Glutathione peroxidase (GPX) and Catalase (CAT) enzymes Activity
Glutathione peroxidase (GPX) activity assessment was performed following Zelbio's kit. Three series of microtubules were prepared to measure GPX. The first series consisted of tissue serum samples with reagents according to the kit's protocol, and the second series consisted of blanks containing odd-water with reagents, and the third series, control samples containing only reagents. All microtubules were heated at 37 ° C for 5 minutes. Then, by adding reagent 6 to the microtubules, the samples were centrifuged and poured into microplate wells. Finally, after adding reagent 7th, the OD of the samples at 412 wavelengths was read by an ELISA reader.
To measure Catalase (CAT) activity, hippocampus homogenized samples were first added to the microplate wells. According to the kit protocol, normal saline was considered blank. 100 μl of assay buffer and 10 μl of H2O2 reagent were added to the wells and incubated at 37 ° C for one minute. Finally, after adding chromogen and diluent solution, the OD of the samples at 405 nm was read by an ELISA reader. The following formula was used to measure catalase activity (Zare Mehrjerdi, et al. 2020).

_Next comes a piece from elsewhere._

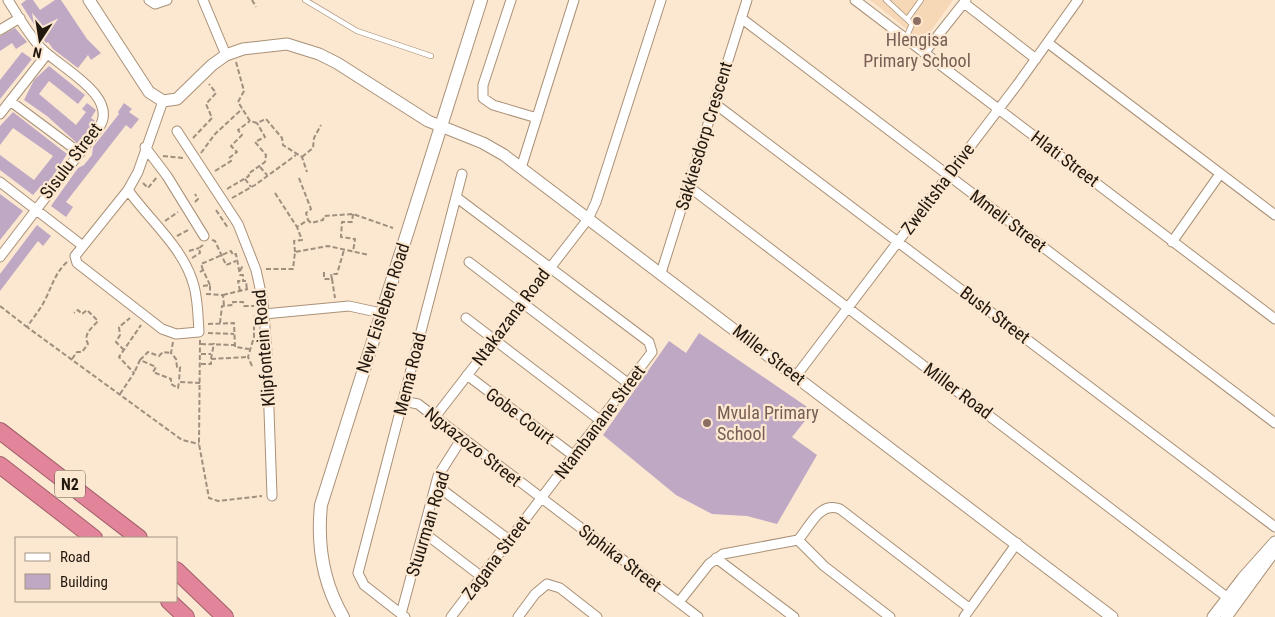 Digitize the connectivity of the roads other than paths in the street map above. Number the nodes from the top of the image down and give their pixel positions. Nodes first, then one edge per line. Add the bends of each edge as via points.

Catalase activity (U/ml ) = ( ODblank - ODsample ) * 271 * ( 1.6 *sample volume )
Serum corticosterone
Corticosterone level was measured by an ELISA kit (Zelbio, Com, Italy), in which two monoclonal antibodies were used against two separate antigen sites on the corticosterone molecule. The procedure was that 20 μl of each standard serum sample (7 concentrations of l-240 nmol) was poured into separate wells, and 200 μl of the conjugated enzyme was added to all of them incubated at room temperature for 60 minutes. The wells were rinsed three times with buffer solution, and 100 μl of substrate solvent was added to all wells. Then 50 μl of stop solution was added to all plate wells, and finally, the OD of the samples was read at 450 nm, and the amount of corticosterone was calculated according to the standard diagram.
Histological studies
From each group, four animal were perfused transcardially with 10% Formalin solution after deep anesthesia. The animals' brains were carefully removed and placed in a fixative solution for 48 hours. Paraffin embedding was performed with a tissue processor according to the following steps: dehydration with ascending alcohols, clarification with Xylen, and impregnation with paraffin. Following the molding of samples, the coronal 5-μ sections were obtained by microtome in sections at a distance of 2.7 mm from the Bregma. The sections were in three cross-sections at a distance of 25 μm (Zare Mehrjerdi, et al. 2020). The sections were transferred onto an albumin-coated glass slide to explore the cell density and necrosis in the CA1 region of the hippocampus after H&E staining. To evaluate cell density, the number of healthy cells in the CA1 region of the hippocampus was counted using image J software. Small, scalloped and swollen neurons with small nuclei are considered as necrotic cells .
Statistical data analysis
The data obtained from this study were analyzed using GraphPad Prism version 8. Data on animal weight, sucrose consumption and spatial learning were analyzed by two-way analysis of variance followed by Bonferroni post hoc test, and the rest of the data were analyzed by one-way analysis of variance followed by Tukey post hoc test. Differences with p≤0.05 were considered as a significant levels.